Saved entries:
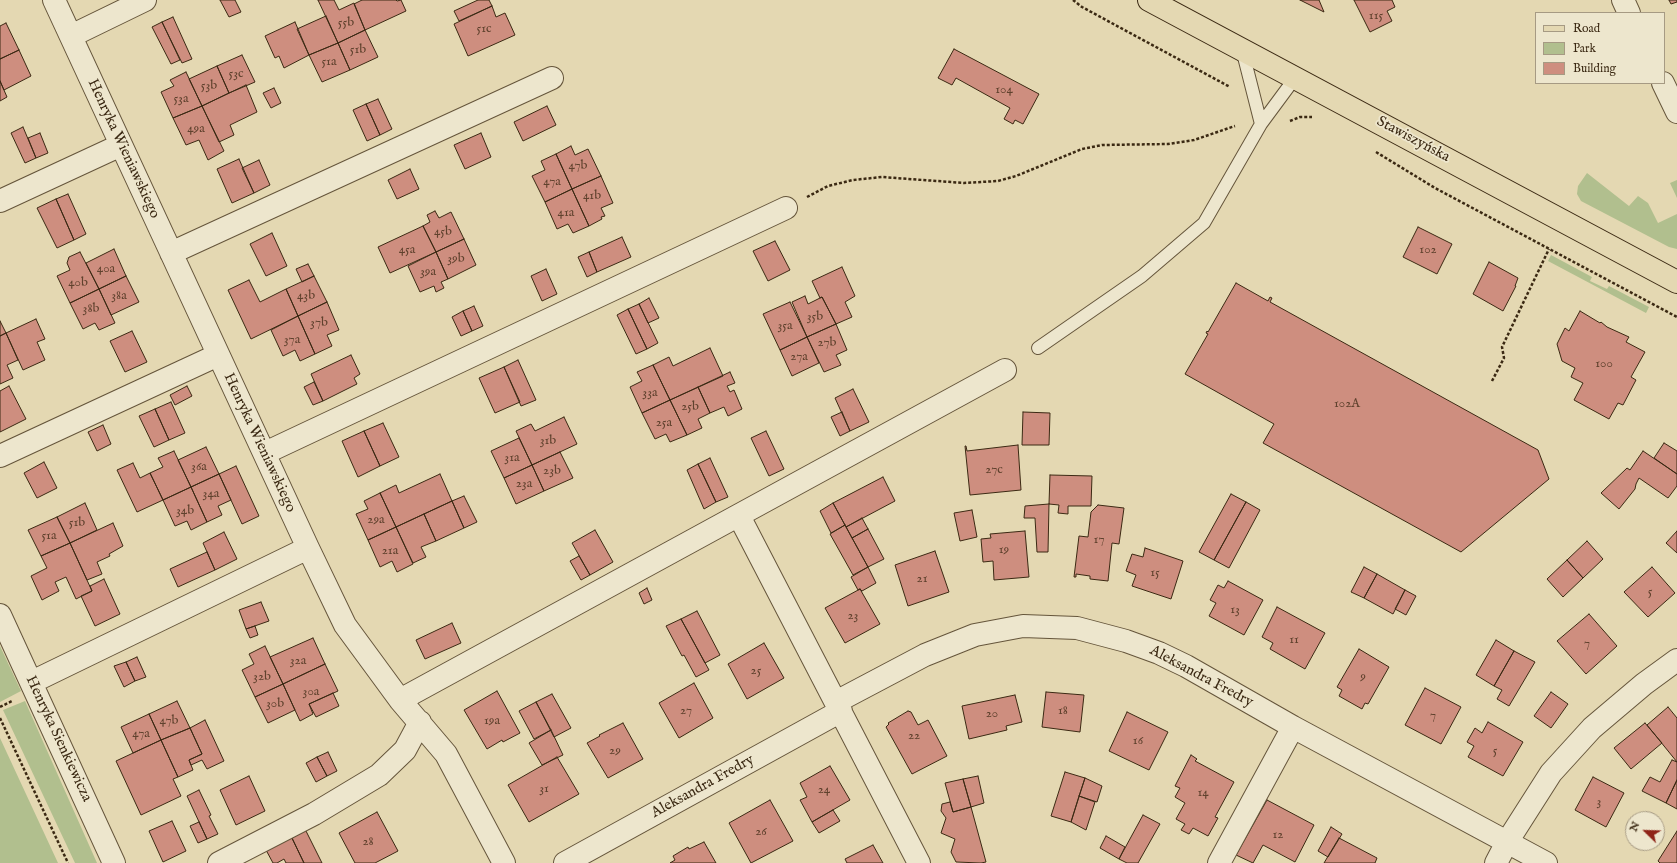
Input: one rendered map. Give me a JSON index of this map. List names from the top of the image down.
{
  "streets": {
    "main road": ["Stawiszyńska"],
    "street": ["Henryka Wieniawskiego", "Aleksandra Fredry", "Henryka Sienkiewicza"]
  },
  "house_numbers": [
    "115",
    "55b",
    "51c",
    "51b",
    "51a",
    "53c",
    "53b",
    "104",
    "53a",
    "49a",
    "47b",
    "47a",
    "41b",
    "41a",
    "45b",
    "45a",
    "102",
    "39b",
    "40a",
    "39a",
    "40b",
    "38a",
    "43b",
    "38b",
    "35b",
    "37b",
    "35a",
    "37a",
    "27b",
    "27a",
    "100",
    "33a",
    "102A",
    "25b",
    "25a",
    "31b",
    "31a",
    "36a",
    "27c",
    "23b",
    "23a",
    "34a",
    "34b",
    "29a",
    "51b",
    "51a",
    "17",
    "19",
    "21a",
    "15",
    "21",
    "5",
    "13",
    "23",
    "11",
    "7",
    "32a",
    "25",
    "32b",
    "9",
    "30a",
    "30b",
    "27",
    "18",
    "20",
    "7",
    "47b",
    "19a",
    "47a",
    "22",
    "16",
    "29",
    "5",
    "31",
    "24",
    "14",
    "3",
    "26",
    "12",
    "28"
  ],
  "legend": ["Road", "Park", "Building"],
  "north": "top left"
}
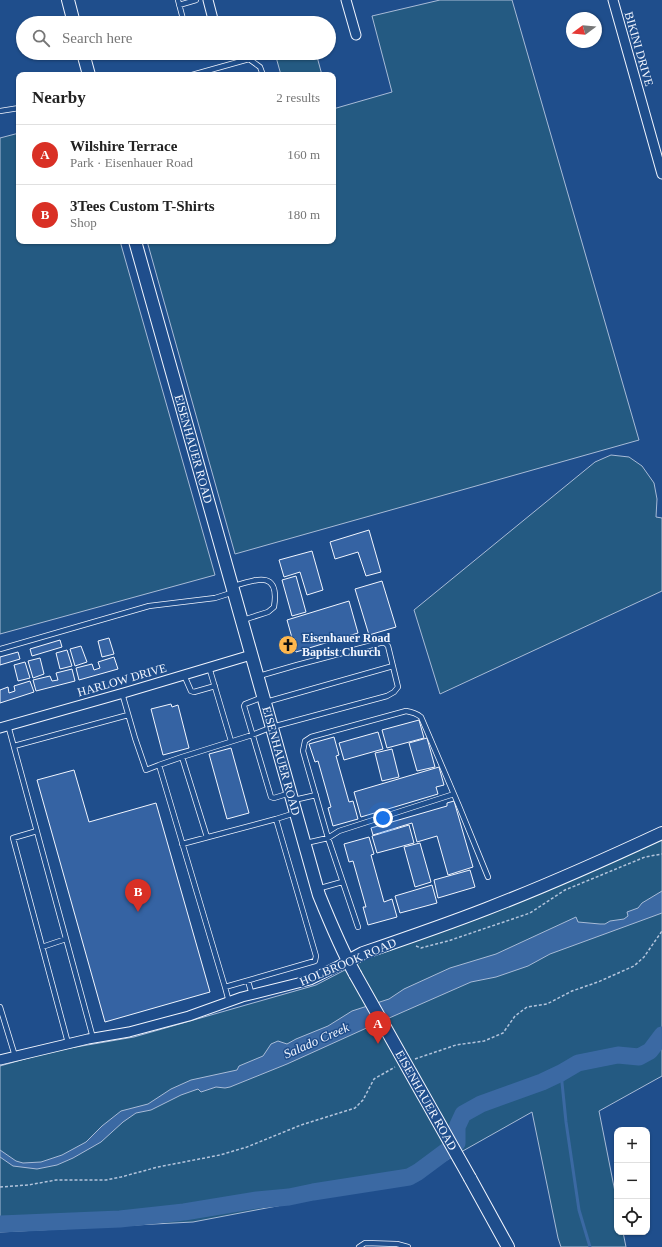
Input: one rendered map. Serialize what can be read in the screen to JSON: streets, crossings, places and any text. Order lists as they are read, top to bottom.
{
  "streets": {
    "main road": ["EISENHAUER ROAD", "HOLBROOK ROAD"],
    "street": ["BIKINI DRIVE", "HARLOW DRIVE"]
  },
  "crossings": [
    ["EISENHAUER ROAD", "HARLOW DRIVE"],
    ["EISENHAUER ROAD", "HOLBROOK ROAD"]
  ],
  "water": ["Salado Creek"],
  "places": {
    "church": ["Eisenhauer Road Baptist Church"]
  },
  "north": "left",
  "page": {
    "search": "Search here",
    "heading": ["Nearby", "2 results"],
    "list": [
      {
        "mark": "A",
        "name": "Wilshire Terrace",
        "note": "Park · Eisenhauer Road",
        "value": "160 m"
      },
      {
        "mark": "B",
        "name": "3Tees Custom T-Shirts",
        "note": "Shop",
        "value": "180 m"
      }
    ],
    "pins": ["B", "A"],
    "map_buttons": ["+", "−"]
  }
}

How to complete this task:
Exactly as written, reproduce all of the entries while dropping the pictures.

Worked solution:
Input: one rendered map. Give me a JSON index of this map. List names from the top of the image down.
{
  "streets": {
    "main road": ["Stawiszyńska"],
    "street": ["Henryka Wieniawskiego", "Aleksandra Fredry", "Henryka Sienkiewicza"]
  },
  "house_numbers": [
    "115",
    "55b",
    "51c",
    "51b",
    "51a",
    "53c",
    "53b",
    "104",
    "53a",
    "49a",
    "47b",
    "47a",
    "41b",
    "41a",
    "45b",
    "45a",
    "102",
    "39b",
    "40a",
    "39a",
    "40b",
    "38a",
    "43b",
    "38b",
    "35b",
    "37b",
    "35a",
    "37a",
    "27b",
    "27a",
    "100",
    "33a",
    "102A",
    "25b",
    "25a",
    "31b",
    "31a",
    "36a",
    "27c",
    "23b",
    "23a",
    "34a",
    "34b",
    "29a",
    "51b",
    "51a",
    "17",
    "19",
    "21a",
    "15",
    "21",
    "5",
    "13",
    "23",
    "11",
    "7",
    "32a",
    "25",
    "32b",
    "9",
    "30a",
    "30b",
    "27",
    "18",
    "20",
    "7",
    "47b",
    "19a",
    "47a",
    "22",
    "16",
    "29",
    "5",
    "31",
    "24",
    "14",
    "3",
    "26",
    "12",
    "28"
  ],
  "legend": ["Road", "Park", "Building"],
  "north": "top left"
}
Input: one rendered map. Serialize what can be read in the screen to JSON: streets, crossings, places and any text. Order lists as they are read, top to bottom.
{
  "streets": {
    "main road": ["EISENHAUER ROAD", "HOLBROOK ROAD"],
    "street": ["BIKINI DRIVE", "HARLOW DRIVE"]
  },
  "crossings": [
    ["EISENHAUER ROAD", "HARLOW DRIVE"],
    ["EISENHAUER ROAD", "HOLBROOK ROAD"]
  ],
  "water": ["Salado Creek"],
  "places": {
    "church": ["Eisenhauer Road Baptist Church"]
  },
  "north": "left",
  "page": {
    "search": "Search here",
    "heading": ["Nearby", "2 results"],
    "list": [
      {
        "mark": "A",
        "name": "Wilshire Terrace",
        "note": "Park · Eisenhauer Road",
        "value": "160 m"
      },
      {
        "mark": "B",
        "name": "3Tees Custom T-Shirts",
        "note": "Shop",
        "value": "180 m"
      }
    ],
    "pins": ["B", "A"],
    "map_buttons": ["+", "−"]
  }
}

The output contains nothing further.